The Institute for Supply Management's Thursday report showed the services sector continued its expansion in September but at a much slower pace than expected.
The yield on the 2-year note fell under 1.38%, its lowest reading since Sept. 2017, while the yield on the benchmark 10-year Treasury note sank to 1.539%. The yield on the 30-year Treasury bond dropped to 2.05%.
The scrutinized services metric into the main component of the American economy came in at 52.6, compared to an expected reading of 55.3 from economists surveyed by Dow Jones. It was the weakest reading since August 2016. Anything above 50 represents growth in the survey, which gauges the percentage of companies expecting to expand their businesses.
"We expect that the current slowdown will not end the decade-long economic expansion, but note that risks are elevated and position accordingly," wrote Mark Haefele, UBS's global chief investment officer.
Members of the ISM said fears over tariffs, stretched labor resources and concerns over the general direction of the economy contributed to the disappointing services print. The institute's manufacturing report earlier this week showed that sector contracting for the second straight month in September.
Haefele continued that the weak manufacturing data "added to concerns that the contraction in US and global manufacturing could be starting to undermine the strength of employment markets and consumer spending."
Treasury yields of varying maturity have fallen in tandem since mid-September — largely tracking the mounting recessionary angst — with the 10-year rate down over 30 basis points since Sept. 15.
Still, equities regained some of their initial losses and Treasury yields retraced some of their fall following the ISM services data on Thursday thanks to some strength behind the headline numbers, said Thierry Wizman, global interest rates and currencies strategist at Macquarie Group.

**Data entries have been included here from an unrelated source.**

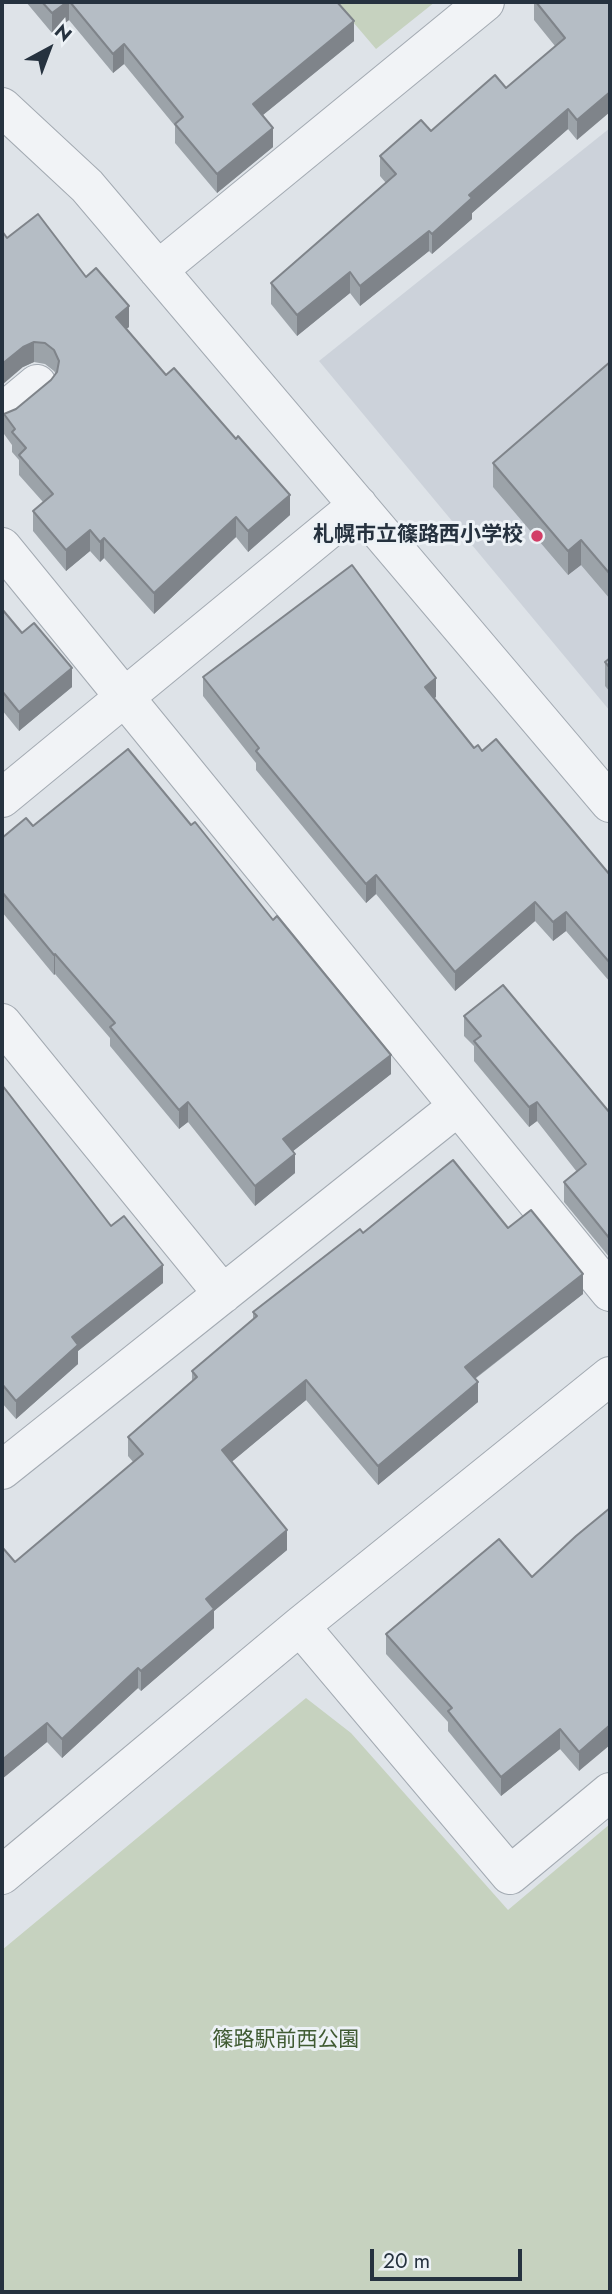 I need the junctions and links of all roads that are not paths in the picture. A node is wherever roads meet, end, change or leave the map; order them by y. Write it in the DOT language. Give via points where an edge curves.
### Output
graph roads {
  1 [pos="485,2"];
  2 [pos="2,107"];
  3 [pos="159,270"];
  4 [pos="37,384"];
  5 [pos="2,413"];
  6 [pos="358,505"];
  7 [pos="2,547"];
  8 [pos="123,698"];
  9 [pos="2,798"];
  10 [pos="610,803"];
  11 [pos="2,1023"];
  12 [pos="457,1107"];
  13 [pos="610,1292"];
  14 [pos="223,1294"];
  15 [pos="610,1376"];
  16 [pos="2,1470"];
  17 [pos="300,1626"];
  18 [pos="610,1792"];
  19 [pos="2,1875"];
  1 -- 3 [label="street"];
  2 -- 3 [label="street" via="87,186"];
  3 -- 6 [label="street"];
  4 -- 5 [label="street"];
  6 -- 8 [label="street"];
  6 -- 10 [label="street"];
  7 -- 8 [label="street"];
  8 -- 9 [label="street"];
  8 -- 12 [label="street"];
  11 -- 14 [label="street"];
  12 -- 13 [label="street"];
  12 -- 14 [label="street"];
  14 -- 16 [label="street"];
  15 -- 17 [label="street"];
  17 -- 18 [label="street" via="510,1875"];
  17 -- 19 [label="street"];
}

"The internals weren't as bad as the headline suggested," Wizman told CNBC. "If you look at the ISM report and the internals from each industry, 13 of 16 industries are still reporting growth."

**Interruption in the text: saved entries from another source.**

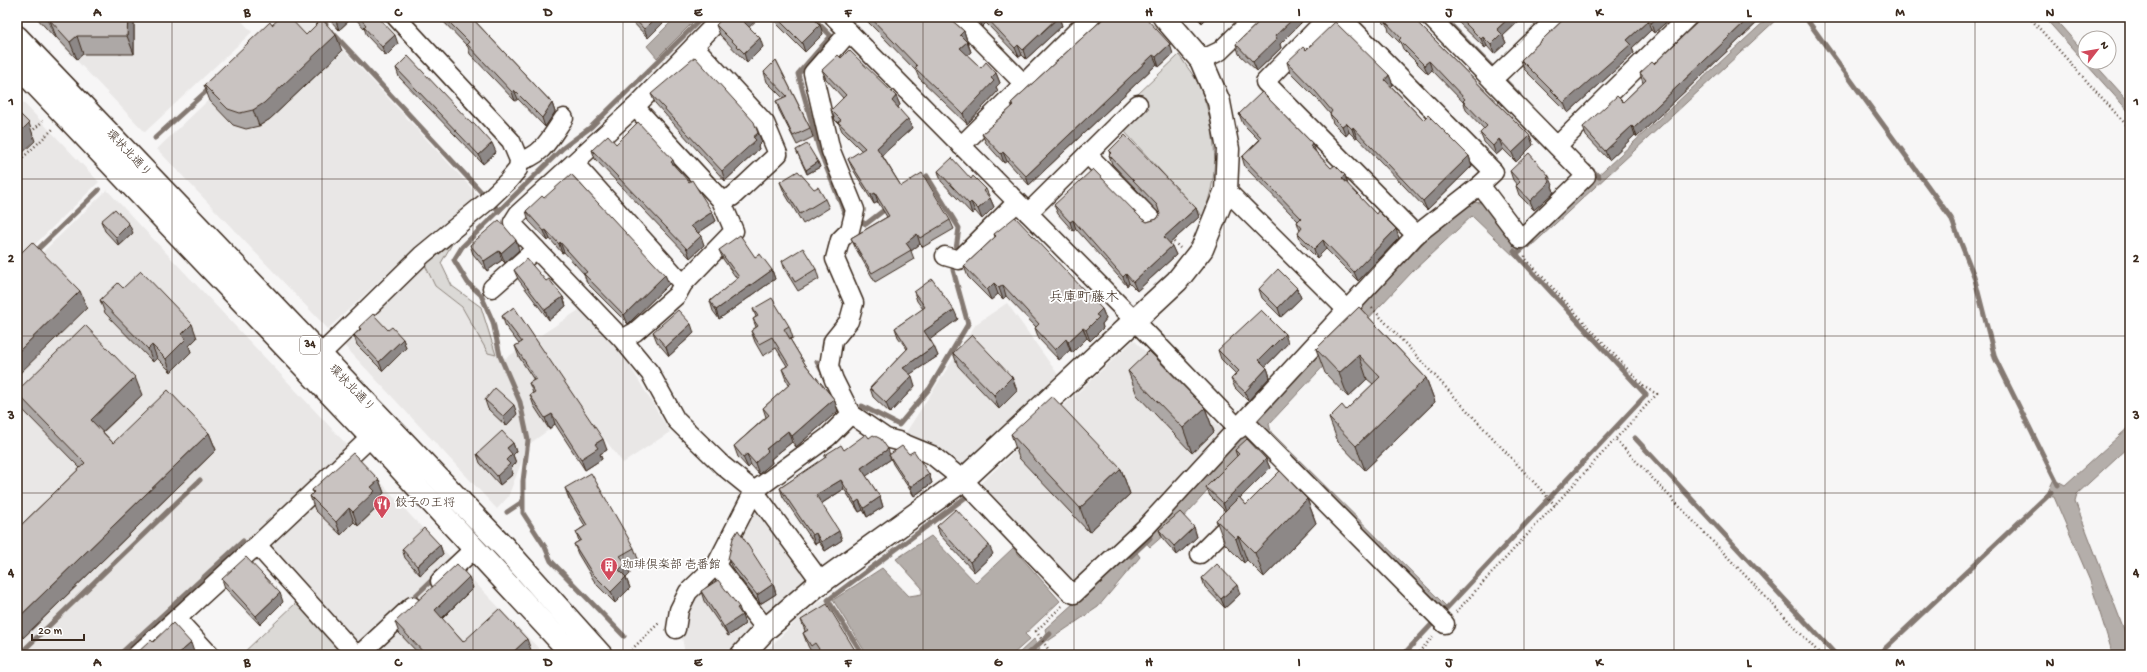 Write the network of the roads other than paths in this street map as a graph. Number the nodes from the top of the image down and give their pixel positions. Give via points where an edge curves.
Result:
1 (396, 17) edge
2 (722, 17) edge
3 (834, 17) edge
4 (958, 17) edge
5 (1164, 17) edge
6 (1255, 17) edge
7 (1328, 17) edge
8 (1341, 17) edge
9 (1430, 17) edge
10 (1558, 17) edge
11 (1688, 17) edge
12 (1082, 20) edge
13 (849, 32) junction
14 (17, 37) edge
15 (694, 46) junction
16 (1201, 60) junction
17 (17, 65) edge
18 (1497, 76) junction
19 (1023, 83) junction
20 (1138, 104) dead end
21 (635, 107) junction
22 (564, 118) dead end
23 (1562, 142) junction
24 (961, 146) junction
25 (1087, 154) junction
26 (519, 160) junction
27 (574, 164) junction
28 (1480, 185) junction
29 (1226, 190) junction
30 (721, 200) junction
31 (1022, 207) junction
32 (1153, 221) edge
33 (1416, 235) junction
34 (536, 249) junction
35 (952, 258) dead end
36 (683, 284) junction
37 (492, 288) dead end
38 (1348, 311) junction
39 (1136, 322) junction
40 (622, 339) junction
41 (319, 356) junction
42 (851, 414) junction
43 (1242, 425) junction
44 (371, 437) junction
45 (964, 480) junction
46 (754, 491) junction
47 (1249, 505) edge
48 (258, 545) junction
49 (474, 548) junction
50 (1200, 554) dead end
51 (716, 565) junction
52 (822, 582) junction
53 (177, 619) junction
54 (1445, 624) road end
55 (676, 629) dead end
56 (766, 629) junction
57 (136, 655) edge
58 (210, 655) edge
59 (358, 655) edge
60 (573, 655) edge
61 (601, 655) edge
62 (742, 655) edge

1 - 26 street via 511,141
2 - 15 street
3 - 13 street
4 - 19 street
5 - 16 main road
6 - 16 street via 1220,51
7 - 33 street via 1265,82
8 - 28 street via 1494,172
9 - 18 street
10 - 18 street
11 - 23 street
12 - 19 street
13 - 24 street
13 - 42 street via 813,73 831,151 855,210 850,230 840,240 836,259 854,303 849,321 833,341 830,366
14 - 41 main road, 環状北通り / 34
15 - 21 street
15 - 30 street via 765,123 778,154 732,197
16 - 29 main road via 1219,102 1228,149
17 - 44 main road, 環状北通り / 34
18 - 23 street
19 - 24 street
20 - 25 street
21 - 27 street
21 - 30 street
22 - 26 street via 538,154 528,160
23 - 28 street via 1586,176 1520,239
24 - 31 street
25 - 31 street
25 - 32 street
26 - 41 street via 518,169 489,199 422,255
27 - 34 street via 518,214 513,222
27 - 36 street
28 - 33 street
29 - 38 street
29 - 39 main road via 1202,249 1177,281
30 - 36 street via 734,231
31 - 35 street
31 - 39 street
33 - 38 street
34 - 37 street
34 - 40 street
36 - 40 street via 677,294 635,332
38 - 43 street
39 - 43 street
39 - 45 main road
40 - 46 street via 650,373 676,420 722,465
41 - 61 main road, 環状北通り / 34 via 505,548
42 - 45 street via 886,438 932,455
42 - 46 street via 828,437
43 - 45 street via 1146,527 1074,594
43 - 54 street via 1260,438 1282,471
44 - 48 street
44 - 49 main road, 環状北通り / 34
45 - 52 main road
46 - 51 street
46 - 52 street
47 - 50 street
48 - 53 street
48 - 59 street
49 - 59 street
49 - 60 main road, 環状北通り / 34
51 - 55 street via 688,592 679,610
51 - 56 street
52 - 56 main road
53 - 57 street
53 - 58 street
56 - 62 main road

"Some of their commentary was pretty benign: For example, you had retail trade coming out with some not-so-bad commentary," he added. "New orders overall dropped a lot ... but they were sky-high in August."
Renewed trade tensions between the U.S. and the European Union further aggravated fears of a GDP slump in the U.S. on Thursday. The Office of the United States Trade Representative on Wednesday released a list of products it plans to target, starting on Oct. 18.
The duties include 10% tariffs on aircraft from France, Germany, Spain or the United Kingdom; 25% duties on single-malt Irish and Scotch whiskies, various garments and blankets from the U.K.; as well as 25% tariffs on coffee and certain tools and machinery from Germany.
The latest round of import taxes from the Trump administration came after the World Trade Organization on Wednesday backed a U.S. request to impose tariffs on $7.5 billion of European goods for what they believe are illegal subsidies grants to planemaker Airbus.